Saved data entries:
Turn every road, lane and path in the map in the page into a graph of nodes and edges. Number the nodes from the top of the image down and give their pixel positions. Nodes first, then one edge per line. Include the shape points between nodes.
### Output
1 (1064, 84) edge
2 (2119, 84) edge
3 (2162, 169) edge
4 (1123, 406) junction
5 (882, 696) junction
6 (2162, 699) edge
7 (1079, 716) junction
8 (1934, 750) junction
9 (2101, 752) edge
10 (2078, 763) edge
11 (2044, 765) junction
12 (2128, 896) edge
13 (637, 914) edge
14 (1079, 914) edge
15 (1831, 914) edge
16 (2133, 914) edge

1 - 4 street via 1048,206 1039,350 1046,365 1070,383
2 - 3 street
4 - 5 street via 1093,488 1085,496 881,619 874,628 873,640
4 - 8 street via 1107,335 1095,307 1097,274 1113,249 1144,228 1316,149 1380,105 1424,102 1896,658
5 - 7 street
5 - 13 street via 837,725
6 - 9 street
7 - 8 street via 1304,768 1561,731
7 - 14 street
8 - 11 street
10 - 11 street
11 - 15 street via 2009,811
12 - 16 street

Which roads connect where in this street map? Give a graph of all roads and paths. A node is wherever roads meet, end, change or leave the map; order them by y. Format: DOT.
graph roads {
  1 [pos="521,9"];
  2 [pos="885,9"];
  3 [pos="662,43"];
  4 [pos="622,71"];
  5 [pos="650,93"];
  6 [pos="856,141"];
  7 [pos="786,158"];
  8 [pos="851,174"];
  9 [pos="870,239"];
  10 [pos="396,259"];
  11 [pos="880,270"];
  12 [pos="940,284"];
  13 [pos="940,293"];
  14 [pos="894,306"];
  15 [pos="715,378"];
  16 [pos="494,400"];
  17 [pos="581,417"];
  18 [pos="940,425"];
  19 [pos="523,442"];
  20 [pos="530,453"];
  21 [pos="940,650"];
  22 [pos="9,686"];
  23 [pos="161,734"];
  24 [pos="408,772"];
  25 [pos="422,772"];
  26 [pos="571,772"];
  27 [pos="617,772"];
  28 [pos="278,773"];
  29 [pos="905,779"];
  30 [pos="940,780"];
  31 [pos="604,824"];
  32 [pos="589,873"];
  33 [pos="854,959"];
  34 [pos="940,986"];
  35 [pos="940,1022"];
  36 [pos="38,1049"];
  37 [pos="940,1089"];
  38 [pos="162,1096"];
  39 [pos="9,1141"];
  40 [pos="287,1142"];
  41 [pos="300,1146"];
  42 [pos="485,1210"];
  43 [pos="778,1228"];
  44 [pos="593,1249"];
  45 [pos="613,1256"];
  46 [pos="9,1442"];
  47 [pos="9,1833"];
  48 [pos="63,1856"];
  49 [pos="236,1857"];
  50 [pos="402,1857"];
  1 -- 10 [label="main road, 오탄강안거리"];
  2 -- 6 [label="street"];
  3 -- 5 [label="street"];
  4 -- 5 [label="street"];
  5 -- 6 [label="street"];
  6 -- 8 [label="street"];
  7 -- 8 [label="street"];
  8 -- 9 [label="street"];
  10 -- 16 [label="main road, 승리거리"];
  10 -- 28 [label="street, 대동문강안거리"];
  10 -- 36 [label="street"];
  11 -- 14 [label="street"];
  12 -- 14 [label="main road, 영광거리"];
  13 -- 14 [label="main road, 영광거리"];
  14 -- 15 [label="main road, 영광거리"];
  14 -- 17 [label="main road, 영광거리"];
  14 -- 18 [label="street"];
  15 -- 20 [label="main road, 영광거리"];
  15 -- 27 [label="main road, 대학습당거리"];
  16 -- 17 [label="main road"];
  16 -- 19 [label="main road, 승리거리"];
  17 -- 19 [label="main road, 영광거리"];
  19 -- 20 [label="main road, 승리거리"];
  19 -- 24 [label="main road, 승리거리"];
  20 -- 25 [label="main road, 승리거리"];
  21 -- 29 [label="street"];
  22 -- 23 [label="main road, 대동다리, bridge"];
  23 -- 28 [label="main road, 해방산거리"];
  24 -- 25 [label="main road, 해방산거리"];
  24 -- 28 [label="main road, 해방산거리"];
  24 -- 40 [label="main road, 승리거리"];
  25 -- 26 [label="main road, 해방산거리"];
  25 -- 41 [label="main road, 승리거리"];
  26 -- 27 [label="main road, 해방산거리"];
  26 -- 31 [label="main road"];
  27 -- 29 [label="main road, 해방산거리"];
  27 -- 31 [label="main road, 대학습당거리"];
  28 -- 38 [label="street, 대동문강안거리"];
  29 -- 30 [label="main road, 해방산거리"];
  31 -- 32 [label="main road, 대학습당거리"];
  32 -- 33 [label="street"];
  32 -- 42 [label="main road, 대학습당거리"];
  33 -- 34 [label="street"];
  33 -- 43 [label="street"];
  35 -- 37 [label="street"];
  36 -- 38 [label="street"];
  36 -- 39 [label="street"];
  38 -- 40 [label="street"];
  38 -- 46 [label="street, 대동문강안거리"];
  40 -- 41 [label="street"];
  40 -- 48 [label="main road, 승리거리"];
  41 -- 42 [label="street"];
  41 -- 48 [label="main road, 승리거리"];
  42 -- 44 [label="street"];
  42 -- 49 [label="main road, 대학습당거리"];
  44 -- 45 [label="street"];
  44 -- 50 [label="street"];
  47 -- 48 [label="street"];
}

TASK BRIEF:
Every entry above should be retyped exactly as it appears.

RESPONSE BELOW:
Turn every road, lane and path in the map in the page into a graph of nodes and edges. Number the nodes from the top of the image down and give their pixel positions. Nodes first, then one edge per line. Include the shape points between nodes.
### Output
1 (1064, 84) edge
2 (2119, 84) edge
3 (2162, 169) edge
4 (1123, 406) junction
5 (882, 696) junction
6 (2162, 699) edge
7 (1079, 716) junction
8 (1934, 750) junction
9 (2101, 752) edge
10 (2078, 763) edge
11 (2044, 765) junction
12 (2128, 896) edge
13 (637, 914) edge
14 (1079, 914) edge
15 (1831, 914) edge
16 (2133, 914) edge

1 - 4 street via 1048,206 1039,350 1046,365 1070,383
2 - 3 street
4 - 5 street via 1093,488 1085,496 881,619 874,628 873,640
4 - 8 street via 1107,335 1095,307 1097,274 1113,249 1144,228 1316,149 1380,105 1424,102 1896,658
5 - 7 street
5 - 13 street via 837,725
6 - 9 street
7 - 8 street via 1304,768 1561,731
7 - 14 street
8 - 11 street
10 - 11 street
11 - 15 street via 2009,811
12 - 16 street

Which roads connect where in this street map? Give a graph of all roads and paths. A node is wherever roads meet, end, change or leave the map; order them by y. Format: DOT.
graph roads {
  1 [pos="521,9"];
  2 [pos="885,9"];
  3 [pos="662,43"];
  4 [pos="622,71"];
  5 [pos="650,93"];
  6 [pos="856,141"];
  7 [pos="786,158"];
  8 [pos="851,174"];
  9 [pos="870,239"];
  10 [pos="396,259"];
  11 [pos="880,270"];
  12 [pos="940,284"];
  13 [pos="940,293"];
  14 [pos="894,306"];
  15 [pos="715,378"];
  16 [pos="494,400"];
  17 [pos="581,417"];
  18 [pos="940,425"];
  19 [pos="523,442"];
  20 [pos="530,453"];
  21 [pos="940,650"];
  22 [pos="9,686"];
  23 [pos="161,734"];
  24 [pos="408,772"];
  25 [pos="422,772"];
  26 [pos="571,772"];
  27 [pos="617,772"];
  28 [pos="278,773"];
  29 [pos="905,779"];
  30 [pos="940,780"];
  31 [pos="604,824"];
  32 [pos="589,873"];
  33 [pos="854,959"];
  34 [pos="940,986"];
  35 [pos="940,1022"];
  36 [pos="38,1049"];
  37 [pos="940,1089"];
  38 [pos="162,1096"];
  39 [pos="9,1141"];
  40 [pos="287,1142"];
  41 [pos="300,1146"];
  42 [pos="485,1210"];
  43 [pos="778,1228"];
  44 [pos="593,1249"];
  45 [pos="613,1256"];
  46 [pos="9,1442"];
  47 [pos="9,1833"];
  48 [pos="63,1856"];
  49 [pos="236,1857"];
  50 [pos="402,1857"];
  1 -- 10 [label="main road, 오탄강안거리"];
  2 -- 6 [label="street"];
  3 -- 5 [label="street"];
  4 -- 5 [label="street"];
  5 -- 6 [label="street"];
  6 -- 8 [label="street"];
  7 -- 8 [label="street"];
  8 -- 9 [label="street"];
  10 -- 16 [label="main road, 승리거리"];
  10 -- 28 [label="street, 대동문강안거리"];
  10 -- 36 [label="street"];
  11 -- 14 [label="street"];
  12 -- 14 [label="main road, 영광거리"];
  13 -- 14 [label="main road, 영광거리"];
  14 -- 15 [label="main road, 영광거리"];
  14 -- 17 [label="main road, 영광거리"];
  14 -- 18 [label="street"];
  15 -- 20 [label="main road, 영광거리"];
  15 -- 27 [label="main road, 대학습당거리"];
  16 -- 17 [label="main road"];
  16 -- 19 [label="main road, 승리거리"];
  17 -- 19 [label="main road, 영광거리"];
  19 -- 20 [label="main road, 승리거리"];
  19 -- 24 [label="main road, 승리거리"];
  20 -- 25 [label="main road, 승리거리"];
  21 -- 29 [label="street"];
  22 -- 23 [label="main road, 대동다리, bridge"];
  23 -- 28 [label="main road, 해방산거리"];
  24 -- 25 [label="main road, 해방산거리"];
  24 -- 28 [label="main road, 해방산거리"];
  24 -- 40 [label="main road, 승리거리"];
  25 -- 26 [label="main road, 해방산거리"];
  25 -- 41 [label="main road, 승리거리"];
  26 -- 27 [label="main road, 해방산거리"];
  26 -- 31 [label="main road"];
  27 -- 29 [label="main road, 해방산거리"];
  27 -- 31 [label="main road, 대학습당거리"];
  28 -- 38 [label="street, 대동문강안거리"];
  29 -- 30 [label="main road, 해방산거리"];
  31 -- 32 [label="main road, 대학습당거리"];
  32 -- 33 [label="street"];
  32 -- 42 [label="main road, 대학습당거리"];
  33 -- 34 [label="street"];
  33 -- 43 [label="street"];
  35 -- 37 [label="street"];
  36 -- 38 [label="street"];
  36 -- 39 [label="street"];
  38 -- 40 [label="street"];
  38 -- 46 [label="street, 대동문강안거리"];
  40 -- 41 [label="street"];
  40 -- 48 [label="main road, 승리거리"];
  41 -- 42 [label="street"];
  41 -- 48 [label="main road, 승리거리"];
  42 -- 44 [label="street"];
  42 -- 49 [label="main road, 대학습당거리"];
  44 -- 45 [label="street"];
  44 -- 50 [label="street"];
  47 -- 48 [label="street"];
}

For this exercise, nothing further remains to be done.